A network pipe delivering data to servers is just like a pipe bringing water to a shower head. If the same pipe has to serve two shower heads then each one gets half the water. Four heads means each gets a quarter of the pipe's water. Eight heads - you can see how it goes.

So data centre network pipe technology is getting upgraded as virtualised and bladed servers cry out for faster I/O to keep them busy. InfiniBand and Ethernet products from Alacritech, Mellanox and QLogic are bumping network speeds up two fold and tenfold respectively.

10GigE?

Mellanox has produced a Converged Network Adapter (CNA), a two-port 10GbE product that sits on a server's motherboard, the ConnectX ENt. Mellanox is primarily known for InfiniBand technology so 10GbE is a bit of a departure for it.
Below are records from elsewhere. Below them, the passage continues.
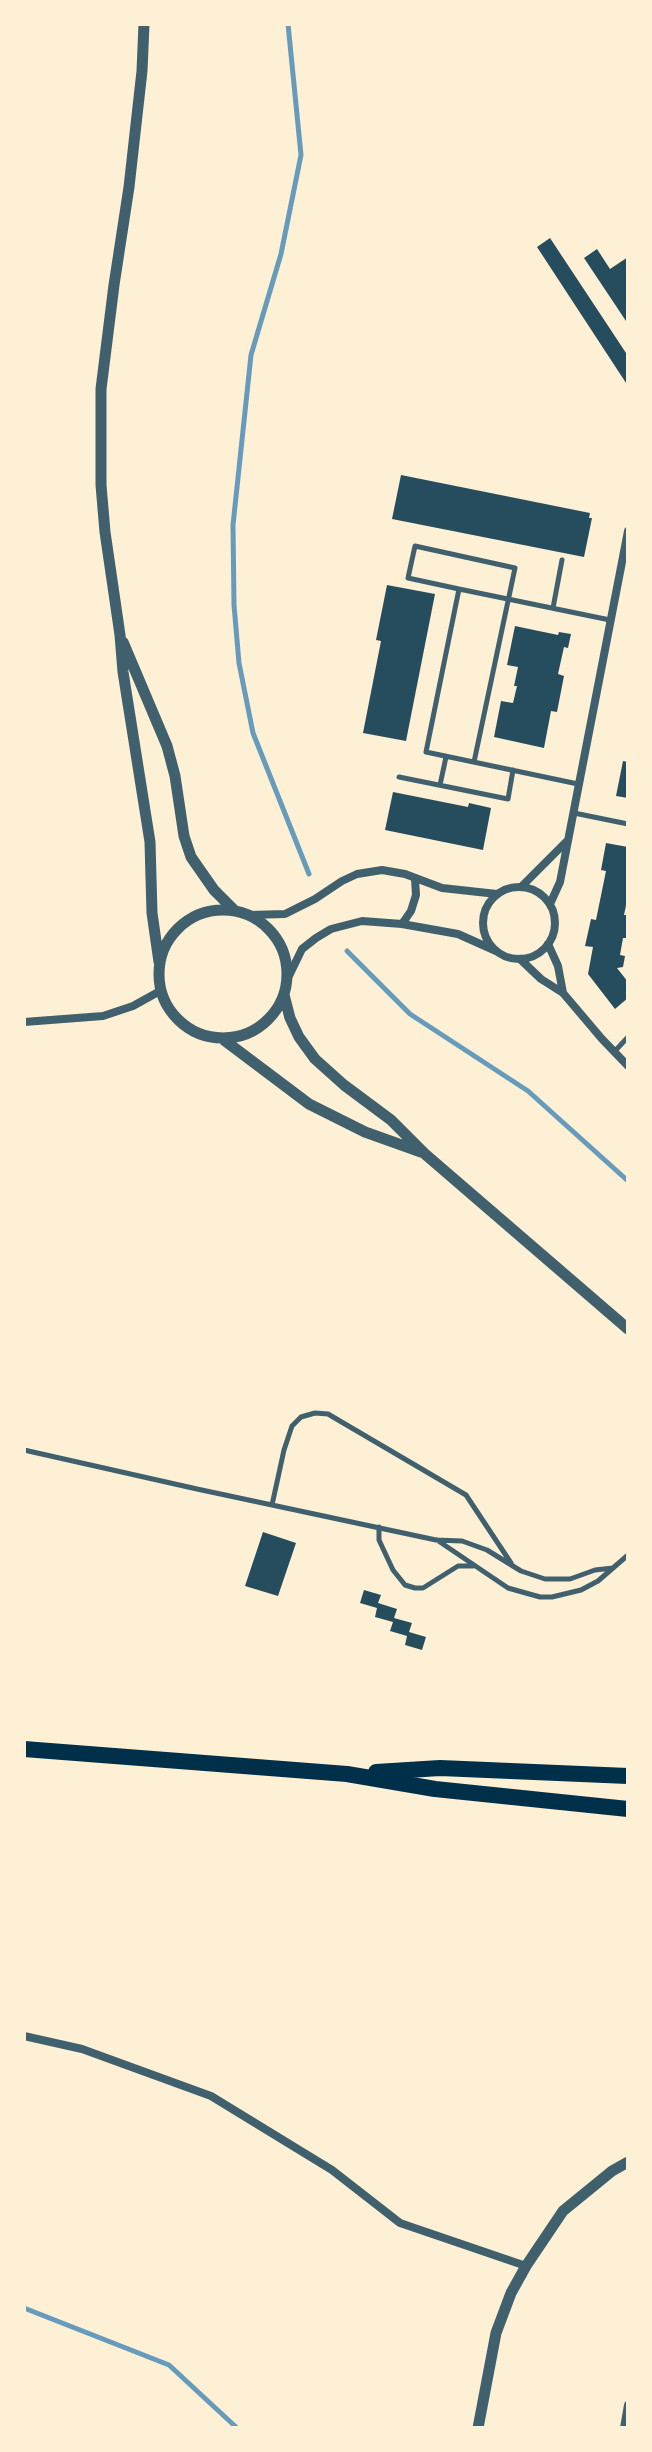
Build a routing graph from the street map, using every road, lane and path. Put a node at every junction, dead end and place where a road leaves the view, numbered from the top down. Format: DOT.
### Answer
graph roads {
  1 [pos="144,24"];
  2 [pos="628,531"];
  3 [pos="562,560"];
  4 [pos="459,589"];
  5 [pos="508,599"];
  6 [pos="553,608"];
  7 [pos="610,620"];
  8 [pos="120,635"];
  9 [pos="446,757"];
  10 [pos="474,762"];
  11 [pos="513,770"];
  12 [pos="399,777"];
  13 [pos="578,784"];
  14 [pos="440,785"];
  15 [pos="573,813"];
  16 [pos="628,824"];
  17 [pos="567,841"];
  18 [pos="415,879"];
  19 [pos="521,887"];
  20 [pos="497,894"];
  21 [pos="550,904"];
  22 [pos="234,910"];
  23 [pos="249,915"];
  24 [pos="402,924"];
  25 [pos="548,944"];
  26 [pos="496,951"];
  27 [pos="520,959"];
  28 [pos="159,962"];
  29 [pos="287,980"];
  30 [pos="160,991"];
  31 [pos="563,993"];
  32 [pos="284,995"];
  33 [pos="24,1022"];
  34 [pos="628,1037"];
  35 [pos="224,1040"];
  36 [pos="614,1052"];
  37 [pos="628,1066"];
  38 [pos="425,1154"];
  39 [pos="628,1329"];
  40 [pos="24,1450"];
  41 [pos="272,1505"];
  42 [pos="379,1527"];
  43 [pos="436,1540"];
  44 [pos="628,1555"];
  45 [pos="474,1566"];
  46 [pos="514,1566"];
  47 [pos="613,1568"];
  48 [pos="24,1749"];
  49 [pos="347,1774"];
  50 [pos="628,1775"];
  51 [pos="628,1809"];
  52 [pos="24,2036"];
  53 [pos="628,2162"];
  54 [pos="526,2266"];
  55 [pos="628,2405"];
  56 [pos="478,2428"];
  57 [pos="624,2428"];
  1 -- 8 [label="street"];
  2 -- 7 [label="street"];
  3 -- 6 [label="lane"];
  4 -- 5 [label="lane"];
  4 -- 5 [label="lane"];
  4 -- 9 [label="lane"];
  5 -- 6 [label="lane"];
  5 -- 10 [label="lane"];
  6 -- 7 [label="lane"];
  7 -- 13 [label="street"];
  8 -- 22 [label="street"];
  8 -- 28 [label="street"];
  9 -- 10 [label="lane"];
  9 -- 14 [label="lane"];
  10 -- 11 [label="lane"];
  11 -- 13 [label="lane"];
  11 -- 14 [label="lane"];
  12 -- 14 [label="lane"];
  13 -- 15 [label="street"];
  15 -- 16 [label="lane"];
  15 -- 17 [label="street"];
  17 -- 19 [label="street"];
  17 -- 21 [label="street"];
  18 -- 20 [label="street"];
  18 -- 23 [label="street"];
  18 -- 24 [label="street"];
  19 -- 20 [label="street"];
  19 -- 21 [label="street"];
  20 -- 26 [label="street"];
  21 -- 25 [label="street"];
  22 -- 23 [label="street"];
  22 -- 28 [label="street"];
  23 -- 29 [label="street"];
  24 -- 26 [label="street"];
  24 -- 29 [label="street"];
  25 -- 27 [label="street"];
  25 -- 31 [label="street"];
  26 -- 27 [label="street"];
  27 -- 31 [label="street"];
  28 -- 30 [label="street"];
  29 -- 32 [label="street"];
  30 -- 33 [label="street"];
  30 -- 35 [label="street"];
  31 -- 36 [label="street"];
  32 -- 35 [label="street"];
  32 -- 38 [label="street"];
  34 -- 36 [label="lane"];
  35 -- 38 [label="street"];
  36 -- 37 [label="street"];
  38 -- 39 [label="street"];
  40 -- 41 [label="lane"];
  41 -- 42 [label="lane"];
  41 -- 46 [label="lane"];
  42 -- 43 [label="lane"];
  42 -- 45 [label="lane"];
  43 -- 45 [label="lane"];
  43 -- 46 [label="lane"];
  44 -- 47 [label="lane"];
  45 -- 47 [label="lane"];
  46 -- 47 [label="lane"];
  48 -- 49 [label="highway"];
  49 -- 50 [label="highway"];
  49 -- 51 [label="highway"];
  52 -- 54 [label="street"];
  53 -- 54 [label="street"];
  54 -- 56 [label="street"];
  55 -- 57 [label="street"];
}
The technology can support virtualisation acceleration features like NetQueue and SR-IOV, also I/O consolidation fabrics like Data Centre Ethernet (DCE), Fibre Channel over Ethernet (FCoE) and InfiniBand over Ethernet (IBoE). (With InfiniBand supporting Ethernet we could have an infinity of network recursion here.)

An eight-core server could use this product to deliver more than 1Gbit/s Ethernet bandwidth to each core. Mellanox says the ConnectX ENt cost is $200-300 per port vs $400-500 for a Fibre Channel HBA and $300-400 per port for a QLogic CNA. The product does not have a TCP/IP offload engine (TOE) on it or support iSCSI.